» Work instruction
Go through the records below from the first line and print each one exactly, stopping after the line that contains "inset:0; background:#dcb07f; transform-origin:0". Do not print pictures or anything past that line.

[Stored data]

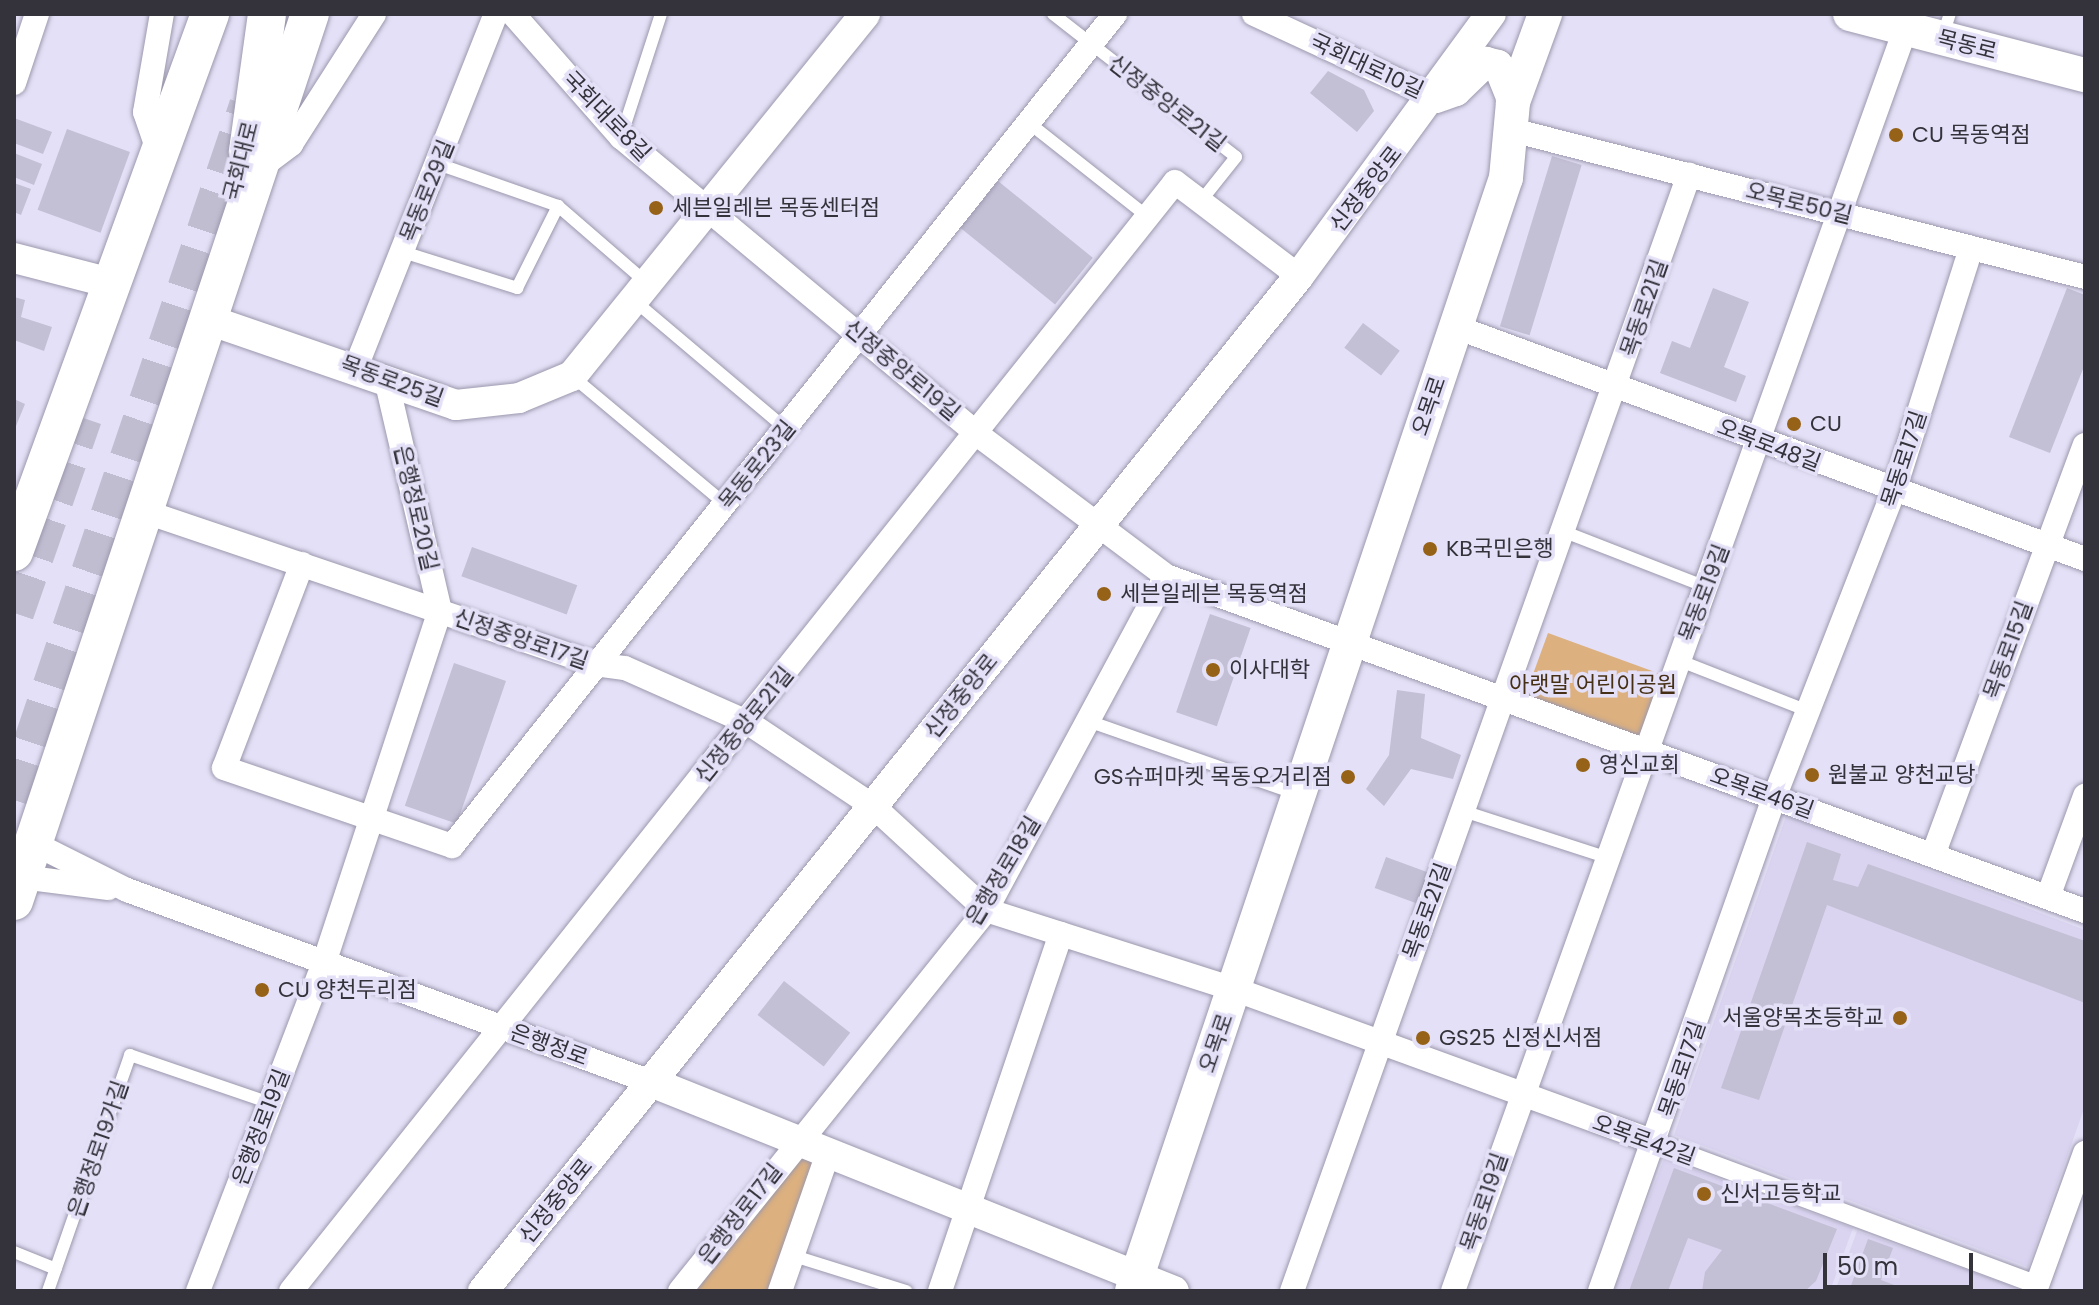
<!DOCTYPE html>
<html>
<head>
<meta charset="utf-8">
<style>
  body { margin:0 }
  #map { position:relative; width:2099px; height:1305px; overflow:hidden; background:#e4e0f7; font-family:Poppins,"Noto Sans KR",sans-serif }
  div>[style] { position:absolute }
  .built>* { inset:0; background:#dad4f1 }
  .green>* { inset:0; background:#dcb07f; transform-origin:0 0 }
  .building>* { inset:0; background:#c3bfd5; transform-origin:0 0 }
  .trunk-tunnel>* { height:40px; margin-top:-20px; transform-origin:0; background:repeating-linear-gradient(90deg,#c1bdd1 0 40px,transparent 0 60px) }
  .roads { filter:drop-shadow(0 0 2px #9c98ad) drop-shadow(0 0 2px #9c98ad) }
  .service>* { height:12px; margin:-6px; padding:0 6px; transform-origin:6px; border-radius:6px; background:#fff }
  .pedestrian>* { height:18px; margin:-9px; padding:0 9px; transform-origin:9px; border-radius:9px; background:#fff }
  .minor>* { height:24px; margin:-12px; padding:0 12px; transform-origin:12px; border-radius:12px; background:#fff }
  .tertiary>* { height:30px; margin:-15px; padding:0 15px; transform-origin:15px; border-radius:15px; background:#fff }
  .secondary>* { height:34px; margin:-17px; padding:0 17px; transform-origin:17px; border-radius:17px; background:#fff }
  .primary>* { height:38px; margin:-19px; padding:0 19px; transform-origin:19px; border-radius:19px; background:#fff }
  .dots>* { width:22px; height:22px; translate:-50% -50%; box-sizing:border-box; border:4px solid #e4e0f7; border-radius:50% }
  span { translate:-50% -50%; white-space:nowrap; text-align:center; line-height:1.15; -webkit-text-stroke:7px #e4e0f7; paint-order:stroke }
  .street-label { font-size:22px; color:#34323b }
  .poi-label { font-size:22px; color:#34323b }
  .left { translate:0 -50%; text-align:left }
  .right { translate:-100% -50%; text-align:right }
  .park-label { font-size:22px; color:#463015 }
  .frame { position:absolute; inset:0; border:16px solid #34323b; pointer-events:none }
  .scale { position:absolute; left:1823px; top:1253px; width:150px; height:36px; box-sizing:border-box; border:4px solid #34323b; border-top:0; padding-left:10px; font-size:24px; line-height:28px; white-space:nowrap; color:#34323b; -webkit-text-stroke:6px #e4e0f7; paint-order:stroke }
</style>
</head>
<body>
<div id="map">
  <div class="built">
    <i style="clip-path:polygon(1786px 816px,2085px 930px,2085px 1106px,2028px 1267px,1674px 1135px)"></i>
    <i style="clip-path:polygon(1664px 1159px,1853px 1228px,1830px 1291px,1613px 1291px)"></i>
    <i style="clip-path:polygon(1857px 1231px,2018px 1288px,2017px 1291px,1835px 1291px)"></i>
  </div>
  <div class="green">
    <i style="left:1548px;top:633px;width:121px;height:66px;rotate:20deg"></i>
    <i style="clip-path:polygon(799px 1157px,812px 1162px,772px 1291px,696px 1291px)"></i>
  </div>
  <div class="building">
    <i style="clip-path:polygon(1328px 71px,1364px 90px,1374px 111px,1357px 132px,1310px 93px)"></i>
    <i style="clip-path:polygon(14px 118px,52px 132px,43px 154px,14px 143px)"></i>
    <i style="left:67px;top:129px;width:67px;height:86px;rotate:20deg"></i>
    <i style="clip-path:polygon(14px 153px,42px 164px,34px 185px,14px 177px)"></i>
    <i style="left:1552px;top:156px;width:31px;height:178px;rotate:17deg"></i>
    <i style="left:998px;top:181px;width:122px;height:60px;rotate:39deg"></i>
    <i style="clip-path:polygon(14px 183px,31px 189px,21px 215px,14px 212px)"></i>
    <i style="clip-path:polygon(1713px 288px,1749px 302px,1724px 367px,1746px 376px,1736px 402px,1660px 373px,1672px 341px,1690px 348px)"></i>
    <i style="clip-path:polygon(2067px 288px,2085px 295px,2085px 364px,2050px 453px,2009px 437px)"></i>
    <i style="clip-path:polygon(14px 297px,25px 300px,21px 317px,52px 327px,44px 351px,14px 340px)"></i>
    <i style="left:1363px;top:323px;width:46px;height:31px;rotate:37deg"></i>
    <i style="clip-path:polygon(14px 399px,25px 404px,14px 431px)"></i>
    <i style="left:472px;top:547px;width:112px;height:31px;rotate:20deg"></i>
    <i style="left:1210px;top:614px;width:43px;height:104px;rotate:19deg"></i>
    <i style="left:454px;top:663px;width:55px;height:151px;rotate:19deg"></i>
    <i style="clip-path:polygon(1397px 690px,1425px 694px,1421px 738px,1461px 755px,1453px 779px,1411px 769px,1384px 806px,1366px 789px,1389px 755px)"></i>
    <i style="clip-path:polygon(1807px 842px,1841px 854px,1833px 880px,1858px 887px,1868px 864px,2085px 941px,2085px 1003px,1827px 905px,1759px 1100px,1721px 1088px)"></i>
    <i style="left:1386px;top:857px;width:45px;height:33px;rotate:20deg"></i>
    <i style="left:784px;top:981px;width:84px;height:43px;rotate:38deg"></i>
    <i style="clip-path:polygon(1674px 1168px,1837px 1229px,1816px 1281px,1805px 1291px,1702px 1291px,1705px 1272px,1722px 1250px,1688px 1238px,1668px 1291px,1629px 1291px)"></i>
    <i style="clip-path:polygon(1868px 1239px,1893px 1248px,1881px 1280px,1910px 1291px,1849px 1291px)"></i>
  </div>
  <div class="trunk-tunnel">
    <i style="left:14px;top:613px;width:207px;rotate:-70.8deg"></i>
    <i style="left:14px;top:800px;width:733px;rotate:-71.29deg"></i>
  </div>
  <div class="roads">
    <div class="service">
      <i style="left:1053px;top:14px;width:232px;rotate:38deg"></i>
      <i style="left:1236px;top:157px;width:56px;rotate:128.5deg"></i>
      <i style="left:1942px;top:38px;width:25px;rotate:-72deg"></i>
      <i style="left:1029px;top:123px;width:152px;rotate:38.3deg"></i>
      <i style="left:621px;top:137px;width:129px;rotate:-72deg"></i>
      <i style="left:438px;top:164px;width:127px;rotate:19.3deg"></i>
      <i style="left:558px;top:206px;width:118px;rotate:40.9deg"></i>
      <i style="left:403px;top:252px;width:120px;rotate:17.5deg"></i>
      <i style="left:517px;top:288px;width:92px;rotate:-63.4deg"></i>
      <i style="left:637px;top:303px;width:195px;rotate:40.2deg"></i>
      <i style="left:572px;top:376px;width:199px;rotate:39.9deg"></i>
      <i style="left:1565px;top:532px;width:151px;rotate:21.3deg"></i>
      <i style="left:1678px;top:660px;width:140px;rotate:21.4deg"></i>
      <i style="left:1088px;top:721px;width:220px;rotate:19.3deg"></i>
      <i style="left:1463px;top:811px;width:149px;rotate:17.9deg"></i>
      <i style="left:14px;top:1252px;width:45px;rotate:22deg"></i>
      <i style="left:791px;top:1255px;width:121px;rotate:17.4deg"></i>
      <i style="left:48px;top:1291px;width:250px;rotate:-70.8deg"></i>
      <i style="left:130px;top:1055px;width:148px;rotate:18.9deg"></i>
    </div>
    <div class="pedestrian">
      <i style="left:1656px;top:1143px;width:408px;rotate:20.4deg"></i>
    </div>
    <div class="minor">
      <i style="left:513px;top:14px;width:164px;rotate:48.7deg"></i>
      <i style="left:621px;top:137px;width:464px;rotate:39.8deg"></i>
      <i style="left:977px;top:434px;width:236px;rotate:36.9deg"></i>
      <i style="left:1166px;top:576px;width:978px;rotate:20.03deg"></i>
      <i style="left:1254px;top:14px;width:200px;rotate:24.8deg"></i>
      <i style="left:14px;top:83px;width:73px;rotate:-71.6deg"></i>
      <i style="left:1512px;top:130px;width:592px;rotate:14.39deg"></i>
      <i style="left:159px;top:153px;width:43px;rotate:-108.9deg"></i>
      <i style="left:145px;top:112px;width:99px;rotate:-80.2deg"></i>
      <i style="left:261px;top:167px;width:38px;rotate:-37deg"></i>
      <i style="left:291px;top:144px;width:154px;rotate:-57.4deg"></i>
      <i style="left:1456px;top:327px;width:670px;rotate:20.25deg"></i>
      <i style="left:356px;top:367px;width:380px;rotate:-68.4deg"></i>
      <i style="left:149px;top:513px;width:471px;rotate:18.7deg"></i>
      <i style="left:595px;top:664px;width:30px;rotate:8deg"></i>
      <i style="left:625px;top:668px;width:133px;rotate:23.9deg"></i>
      <i style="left:747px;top:722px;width:151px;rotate:33.7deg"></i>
      <i style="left:873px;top:806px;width:154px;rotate:42.6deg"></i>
      <i style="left:986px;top:910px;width:260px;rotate:17.7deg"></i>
      <i style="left:1234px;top:989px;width:449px;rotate:20deg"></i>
      <i style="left:302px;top:564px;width:218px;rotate:110.9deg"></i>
      <i style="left:224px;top:768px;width:241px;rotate:18.9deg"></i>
      <i style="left:452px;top:846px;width:1064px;rotate:-51.45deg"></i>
      <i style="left:33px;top:843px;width:105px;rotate:26.6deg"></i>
      <i style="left:127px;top:890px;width:558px;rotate:20.12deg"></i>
      <i style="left:1933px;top:855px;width:437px;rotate:-69.7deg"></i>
      <i style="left:22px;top:877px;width:87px;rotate:7.3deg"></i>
      <i style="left:2048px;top:897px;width:108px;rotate:-69.9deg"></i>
      <i style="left:198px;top:1291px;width:351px;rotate:-69deg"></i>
      <i style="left:324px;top:963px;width:371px;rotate:-71.8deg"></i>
      <i style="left:440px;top:611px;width:238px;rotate:-103.1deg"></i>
      <i style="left:291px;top:1291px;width:1418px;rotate:-51.44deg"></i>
      <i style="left:1175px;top:182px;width:156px;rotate:37.2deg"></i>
      <i style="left:680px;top:1291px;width:489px;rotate:-51.2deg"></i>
      <i style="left:986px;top:910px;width:379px;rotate:-61.7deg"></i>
      <i style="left:780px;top:1291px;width:146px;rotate:-70.8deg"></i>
      <i style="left:940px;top:1291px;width:377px;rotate:-71.3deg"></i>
      <i style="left:1292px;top:1291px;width:1185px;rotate:-70.42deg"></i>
      <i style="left:1453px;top:1291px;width:1340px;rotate:-70.28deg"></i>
      <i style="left:1600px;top:1291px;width:523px;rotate:-70.56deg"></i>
      <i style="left:1774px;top:798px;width:330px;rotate:-68.7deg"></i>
      <i style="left:1894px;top:491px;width:255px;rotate:-72.4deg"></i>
      <i style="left:2035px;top:1291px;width:147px;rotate:-70.1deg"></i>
    </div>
    <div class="tertiary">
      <i style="left:1436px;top:98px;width:21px;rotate:-19deg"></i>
      <i style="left:1456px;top:91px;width:42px;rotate:-44deg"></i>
      <i style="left:1486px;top:62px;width:12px;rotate:14deg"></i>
      <i style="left:1498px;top:65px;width:40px;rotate:68deg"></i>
      <i style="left:14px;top:258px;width:100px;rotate:14.5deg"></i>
      <i style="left:212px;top:321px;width:258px;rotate:19deg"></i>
      <i style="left:456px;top:405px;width:63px;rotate:-6.3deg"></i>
      <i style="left:519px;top:398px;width:57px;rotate:-22.5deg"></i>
      <i style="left:572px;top:376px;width:466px;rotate:-51deg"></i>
      <i style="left:651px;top:1082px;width:563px;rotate:21.78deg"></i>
      <i style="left:483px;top:1291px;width:1302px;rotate:-51.2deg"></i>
      <i style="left:1299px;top:276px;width:325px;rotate:-53.8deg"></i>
    </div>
    <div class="secondary">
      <i style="left:1850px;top:14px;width:243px;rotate:14.6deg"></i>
      <i style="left:1132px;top:1291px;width:1174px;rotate:-71.43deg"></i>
      <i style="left:1506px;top:178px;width:76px;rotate:-84.7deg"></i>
      <i style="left:1513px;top:102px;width:94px;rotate:-70deg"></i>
    </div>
    <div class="primary">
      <i style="left:248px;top:151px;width:138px;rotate:-82.1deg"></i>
      <i style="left:14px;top:552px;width:573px;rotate:-69.98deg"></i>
      <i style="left:14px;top:901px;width:935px;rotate:-71.55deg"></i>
    </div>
  </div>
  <div class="dots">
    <i style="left:1896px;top:135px;background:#966218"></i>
    <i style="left:656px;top:208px;background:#966218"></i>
    <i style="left:1794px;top:424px;background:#966218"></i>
    <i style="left:1430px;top:549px;background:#966218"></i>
    <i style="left:1104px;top:594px;background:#966218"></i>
    <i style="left:1213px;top:670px;background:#966218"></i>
    <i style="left:1583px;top:765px;background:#966218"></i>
    <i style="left:1812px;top:775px;background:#966218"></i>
    <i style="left:1348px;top:777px;background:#966218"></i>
    <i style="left:262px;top:990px;background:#966218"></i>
    <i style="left:1900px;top:1018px;background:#966218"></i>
    <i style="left:1423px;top:1038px;background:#966218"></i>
    <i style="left:1704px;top:1194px;background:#966218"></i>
  </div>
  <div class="street-label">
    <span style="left:1967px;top:45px;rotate:14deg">목동로</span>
    <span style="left:1367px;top:66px;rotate:25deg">국회대로10길</span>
    <span style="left:1167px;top:103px;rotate:38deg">신정중앙로21길</span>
    <span style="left:607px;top:116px;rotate:46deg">국회대로8길</span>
    <span style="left:241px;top:161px;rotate:-76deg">국회대로</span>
    <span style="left:1366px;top:189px;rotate:-52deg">신정중앙로</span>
    <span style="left:427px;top:191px;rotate:-68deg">목동로29길</span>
    <span style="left:1799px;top:203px;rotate:14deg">오목로50길</span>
    <span style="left:1644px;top:308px;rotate:-71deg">목동로21길</span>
    <span style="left:902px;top:370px;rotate:40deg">신정중앙로19길</span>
    <span style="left:392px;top:381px;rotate:20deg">목동로25길</span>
    <span style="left:1429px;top:406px;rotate:-71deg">오목로</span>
    <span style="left:1769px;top:445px;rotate:21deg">오목로48길</span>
    <span style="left:1904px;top:459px;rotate:-72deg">목동로17길</span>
    <span style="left:757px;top:465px;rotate:-51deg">목동로23길</span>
    <span style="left:416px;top:508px;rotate:77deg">은행정로20길</span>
    <span style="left:1704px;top:593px;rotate:-69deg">목동로19길</span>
    <span style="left:521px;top:639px;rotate:19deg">신정중앙로17길</span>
    <span style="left:2008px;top:650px;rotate:-70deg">목동로15길</span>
    <span style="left:961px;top:696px;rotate:-51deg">신정중앙로</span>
    <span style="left:744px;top:725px;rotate:-51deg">신정중앙로21길</span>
    <span style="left:1762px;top:793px;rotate:20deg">오목로46길</span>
    <span style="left:1003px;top:871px;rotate:-59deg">은행정로18길</span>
    <span style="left:1427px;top:911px;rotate:-70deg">목동로21길</span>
    <span style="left:1216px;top:1043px;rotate:-71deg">오목로</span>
    <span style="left:549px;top:1045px;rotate:20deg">은행정로</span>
    <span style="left:1682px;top:1069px;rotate:-71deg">목동로17길</span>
    <span style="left:261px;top:1127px;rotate:-69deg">은행정로19길</span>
    <span style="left:1644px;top:1140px;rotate:20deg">오목로42길</span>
    <span style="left:98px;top:1149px;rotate:-71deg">은행정로19가길</span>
    <span style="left:556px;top:1201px;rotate:-51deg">신정중앙로</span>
    <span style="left:1484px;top:1202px;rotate:-71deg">목동로19길</span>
    <span style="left:740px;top:1214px;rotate:-52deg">은행정로17길</span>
  </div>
  <div class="poi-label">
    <span class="left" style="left:1912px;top:135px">CU 목동역점</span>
    <span class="left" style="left:672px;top:208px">세븐일레븐 목동센터점</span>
    <span class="left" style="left:1810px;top:424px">CU</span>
    <span class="left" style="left:1446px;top:549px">KB국민은행</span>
    <span class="left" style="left:1120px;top:594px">세븐일레븐 목동역점</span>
    <span class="left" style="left:1229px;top:670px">이사대학</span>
    <span class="left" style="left:1599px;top:765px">영신교회</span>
    <span class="left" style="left:1828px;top:775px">원불교 양천교당</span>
    <span class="right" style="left:1332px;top:777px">GS슈퍼마켓 목동오거리점</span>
    <span class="left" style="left:278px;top:990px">CU 양천두리점</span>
    <span class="right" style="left:1884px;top:1018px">서울양목초등학교</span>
    <span class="left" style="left:1439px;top:1038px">GS25 신정신서점</span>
    <span class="left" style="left:1720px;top:1194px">신서고등학교</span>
  </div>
  <div class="park-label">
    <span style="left:1593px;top:685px">아랫말 어린이공원</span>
  </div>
  <div class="frame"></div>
  <div class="scale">50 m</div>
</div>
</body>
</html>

» Result
<!DOCTYPE html>
<html>
<head>
<meta charset="utf-8">
<style>
  body { margin:0 }
  #map { position:relative; width:2099px; height:1305px; overflow:hidden; background:#e4e0f7; font-family:Poppins,"Noto Sans KR",sans-serif }
  div>[style] { position:absolute }
  .built>* { inset:0; background:#dad4f1 }
  .green>* { inset:0; background:#dcb07f; transform-origin:0 0 }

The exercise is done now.